Murder On The Orient Express

Chichester Festival Theatre                                    Until June 4, 2hrs 20mins

Rating:

Sightings of Hercule Poirot on stage are rare. Unless you count David Suchet in his recent show about being Poirot, the last actor to play him was Robert Powell in a tour of Agatha Christie’s Black Coffee in 2014.

Powell looked the part but you felt his heart wasn’t quite in it. Now, top actor Henry Goodman (why did no one think of him before?) takes on the Belgian brain box in this frothy adaptation – by American writer Ken Ludwig – of the much filmed bestseller.

He’s terrific.

Top actor Henry Goodman (above) takes on the Belgian brain box in this frothy adaptation - and why did no one think of him before?

Top actor Henry Goodman (above) takes on the Belgian brain box in this frothy adaptation – and why did no one think of him before?

Goodman’s sleuth comes with an Astrakhan-trim coat, hat, cane, no spats. As for his lush moustache, Poirot reveals that the hair apparent is stiffened with heated wax.

Goodman evinces the brains, vanity and scratchiness of the sleuth with a soft Gallic accent – fingerprints are ‘fangerprants’. But he is not like Suchet’s mincing comedy turn on the telly. There’s a sadder soulfulness about him.

I can tell you nothing about the plot except that the train is stalled in a Balkan snowdrift in the mid- 1930s.
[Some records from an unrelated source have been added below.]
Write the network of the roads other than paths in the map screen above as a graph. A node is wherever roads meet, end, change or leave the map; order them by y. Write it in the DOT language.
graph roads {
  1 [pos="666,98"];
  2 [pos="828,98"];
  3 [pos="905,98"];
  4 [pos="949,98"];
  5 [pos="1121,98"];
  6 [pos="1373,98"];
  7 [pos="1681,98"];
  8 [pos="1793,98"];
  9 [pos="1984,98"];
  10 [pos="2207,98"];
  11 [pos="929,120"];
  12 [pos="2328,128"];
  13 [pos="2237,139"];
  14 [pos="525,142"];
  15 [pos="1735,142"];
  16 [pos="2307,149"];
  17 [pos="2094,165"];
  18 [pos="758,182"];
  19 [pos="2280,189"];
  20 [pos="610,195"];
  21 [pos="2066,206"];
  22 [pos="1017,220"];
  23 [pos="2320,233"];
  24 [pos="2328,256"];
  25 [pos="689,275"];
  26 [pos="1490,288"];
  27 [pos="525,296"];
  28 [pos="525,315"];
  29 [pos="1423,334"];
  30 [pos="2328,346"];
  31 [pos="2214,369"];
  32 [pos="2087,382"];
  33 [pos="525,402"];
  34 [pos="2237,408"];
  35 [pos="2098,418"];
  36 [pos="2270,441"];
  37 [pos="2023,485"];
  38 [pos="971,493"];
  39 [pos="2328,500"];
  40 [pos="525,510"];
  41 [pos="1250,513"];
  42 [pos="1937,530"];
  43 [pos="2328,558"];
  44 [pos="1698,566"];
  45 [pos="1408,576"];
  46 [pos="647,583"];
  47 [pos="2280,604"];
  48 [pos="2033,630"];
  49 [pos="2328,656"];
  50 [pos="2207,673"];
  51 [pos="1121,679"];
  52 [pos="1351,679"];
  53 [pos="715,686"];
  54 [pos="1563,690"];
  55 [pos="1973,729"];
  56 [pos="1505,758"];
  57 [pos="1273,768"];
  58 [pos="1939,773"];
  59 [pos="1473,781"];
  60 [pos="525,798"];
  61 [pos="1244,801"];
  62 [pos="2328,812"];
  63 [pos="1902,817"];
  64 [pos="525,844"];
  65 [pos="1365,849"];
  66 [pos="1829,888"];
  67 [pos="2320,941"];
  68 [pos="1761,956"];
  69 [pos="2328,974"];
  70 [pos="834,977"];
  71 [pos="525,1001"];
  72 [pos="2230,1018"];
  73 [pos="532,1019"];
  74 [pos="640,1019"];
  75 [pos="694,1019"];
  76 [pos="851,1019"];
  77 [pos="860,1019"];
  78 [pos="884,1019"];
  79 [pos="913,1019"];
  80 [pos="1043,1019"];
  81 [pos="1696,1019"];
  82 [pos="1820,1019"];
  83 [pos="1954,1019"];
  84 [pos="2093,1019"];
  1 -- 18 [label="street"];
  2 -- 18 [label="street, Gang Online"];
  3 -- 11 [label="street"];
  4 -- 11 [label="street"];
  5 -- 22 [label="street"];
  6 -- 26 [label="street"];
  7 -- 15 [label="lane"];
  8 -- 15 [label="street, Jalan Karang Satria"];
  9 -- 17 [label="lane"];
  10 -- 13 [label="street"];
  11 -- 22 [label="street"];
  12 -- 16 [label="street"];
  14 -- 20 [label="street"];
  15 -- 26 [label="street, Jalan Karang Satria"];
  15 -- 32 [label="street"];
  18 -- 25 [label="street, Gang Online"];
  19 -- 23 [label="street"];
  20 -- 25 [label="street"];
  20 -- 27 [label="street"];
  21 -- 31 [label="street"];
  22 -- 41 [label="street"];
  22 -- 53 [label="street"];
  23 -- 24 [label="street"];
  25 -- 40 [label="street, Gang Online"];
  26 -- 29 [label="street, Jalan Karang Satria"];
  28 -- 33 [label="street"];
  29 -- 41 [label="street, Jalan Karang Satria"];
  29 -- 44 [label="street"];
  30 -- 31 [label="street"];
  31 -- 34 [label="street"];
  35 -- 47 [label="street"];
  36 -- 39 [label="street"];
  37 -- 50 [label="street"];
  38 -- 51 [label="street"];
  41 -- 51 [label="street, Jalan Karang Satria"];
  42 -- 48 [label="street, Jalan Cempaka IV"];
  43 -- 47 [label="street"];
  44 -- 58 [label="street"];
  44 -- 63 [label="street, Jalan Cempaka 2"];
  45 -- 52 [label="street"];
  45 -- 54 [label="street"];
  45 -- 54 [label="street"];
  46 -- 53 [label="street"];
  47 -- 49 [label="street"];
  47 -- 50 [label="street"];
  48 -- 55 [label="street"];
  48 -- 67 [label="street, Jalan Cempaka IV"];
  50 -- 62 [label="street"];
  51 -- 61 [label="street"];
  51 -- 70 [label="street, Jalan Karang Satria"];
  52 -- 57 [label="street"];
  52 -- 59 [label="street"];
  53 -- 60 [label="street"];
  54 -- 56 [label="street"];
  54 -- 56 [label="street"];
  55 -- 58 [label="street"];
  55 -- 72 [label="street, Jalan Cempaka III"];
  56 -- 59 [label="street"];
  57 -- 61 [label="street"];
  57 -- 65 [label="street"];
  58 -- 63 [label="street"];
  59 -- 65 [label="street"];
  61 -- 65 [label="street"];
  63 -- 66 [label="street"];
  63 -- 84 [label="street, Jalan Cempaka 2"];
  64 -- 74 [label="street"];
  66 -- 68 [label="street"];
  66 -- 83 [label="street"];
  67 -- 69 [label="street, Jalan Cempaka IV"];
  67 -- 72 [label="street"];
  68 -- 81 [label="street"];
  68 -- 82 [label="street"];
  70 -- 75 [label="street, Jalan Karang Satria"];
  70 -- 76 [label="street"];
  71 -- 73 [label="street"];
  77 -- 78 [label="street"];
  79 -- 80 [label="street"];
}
The murder victim (played with malign gusto by Timothy Watson) is an utter pig.

When he gets kebabbed like Julius Caesar, everyone is under suspicion.

Director Jonathan Church does everything he can to dramatise events (gouts of steam, falling snow, cinematic music by Adrian Sutton) with a cast that includes a princess, a countess and a ballsy American dame (Sara Stewart).

Patrick Robinson is notably excellent as the charming railway boss. But there’s not much sense of train-like confinement here.

The actors roam a bit on Robert Jones’s ingenious, mobile designs, which include dining cars and compartments, the main engine brooding magnificently upstage.

The ending is as implausible as it is unguessable. But then I feel the same about The Mousetrap. However, this is a welcome throwback to the vanished days of the whodunnit and the romance of steam. For Christie fans it’s just the ticket.